I’ve been running 4000mah 60c and they are great. Enough punch and runtime but in a light weight package. Got the tip from rich duperbash on YouTube who is the king of flying!!
 
So last week the pinion lost a tooth :( Seems like the grub screw loosened and had some fun damaging the motor shaft?

This is the 14T pinion and I'm wondering if the previous owner installed it badly. The truck comes with a 12T pinion installed and a 14T pinion in the box, am I correct? I never got the 12T pinion by the way, didn't know so I didn't ask for it. On 6S I don't think it makes sense to go lower than a 14T pinion, only useful for 4S I guess.

31740


Anyway, while waiting for my order of new 14T and 16T pinions I'm also taking the entire truck apart to clean and check everything. This led me to ordering a lot more stuff so I can put it together again with all the upgrades:
  • T-Bone bumpers
  • Mugen E0206 diff shims
  • JX BLS-HV7032MG servo
  • Fast Eddy bearings
  • Hot Racing AON21N02 pivot ball nuts
  • HobbyWing C4 heat sink + fan
  • aluminium tube to create T2T brace
As you can see, I haven't ordered any Arrma V2 to V3 upgrade yet as I don't think they're that important now. So in the end I just want to say that if you can get a good deal on a V2 Kraton, don't worry about the difference with a V3 and just go for it! ;)
 
To keep the inside of the truck cleaner (to avoid repeating this: https://www.arrmaforum.com/media/img_20190413_151002208-jpg.5829/ ) I wanted to get the front mud guards so I finally got some actual V2 to V3 upgrades.

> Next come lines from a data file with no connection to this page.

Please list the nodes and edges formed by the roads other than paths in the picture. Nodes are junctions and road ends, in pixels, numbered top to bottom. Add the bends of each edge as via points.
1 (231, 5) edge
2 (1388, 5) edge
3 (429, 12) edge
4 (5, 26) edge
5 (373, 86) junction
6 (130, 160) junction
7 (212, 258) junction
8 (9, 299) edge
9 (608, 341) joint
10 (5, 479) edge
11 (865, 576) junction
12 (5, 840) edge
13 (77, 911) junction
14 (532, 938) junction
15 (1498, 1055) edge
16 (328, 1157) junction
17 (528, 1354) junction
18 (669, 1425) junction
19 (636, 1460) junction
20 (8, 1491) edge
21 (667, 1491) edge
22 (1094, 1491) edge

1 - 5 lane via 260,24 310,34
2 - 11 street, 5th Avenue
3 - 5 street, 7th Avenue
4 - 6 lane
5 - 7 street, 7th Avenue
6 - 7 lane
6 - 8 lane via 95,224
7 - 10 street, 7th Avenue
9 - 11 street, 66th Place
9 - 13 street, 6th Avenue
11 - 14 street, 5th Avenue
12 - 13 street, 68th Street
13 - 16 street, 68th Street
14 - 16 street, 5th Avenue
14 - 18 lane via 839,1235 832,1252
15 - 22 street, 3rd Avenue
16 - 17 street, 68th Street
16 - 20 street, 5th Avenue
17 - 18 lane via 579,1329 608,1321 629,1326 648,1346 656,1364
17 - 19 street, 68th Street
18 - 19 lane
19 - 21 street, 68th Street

I decided to get the "Arrma OUTCAST 6s BLX - Side Guards, Battery Receiver Tray, Roll Tower" set from Jennys RC on eBay because in addition to the front mud guards it also has the taller side guards, new battery tray, bigger receiver box and some other spare stuff that may come in handy sooner or later.

However, I didn't realize that the plastic part that goes on top of the steering plate to hold the front mud guards is not part of the set :( JRC actually leaves that part for their "steering bellcrank" sets. So that's a big disappointment for my primary reason to get this set. Secondly, the battery tray doesn't fit because 4 extra holes need to be drilled in the chassis. I've read about this before so I'm not that upset about it, but it requires extra work and I'll need to borrow some tools from a friend to drill clean straight holes. Next, seeing that the new receiver box can be attached to the old battery tray I wanted to install it but then noticed this battery tray now requires M2.5 screws for the lid, instead of M3 screws on the old box. Again, these items are not included in this set, I assume JRC puts them in their "screws & tools" set :rolleyes: I did have some M2.5 screws lying around but they have countersink heads so that's not ideal.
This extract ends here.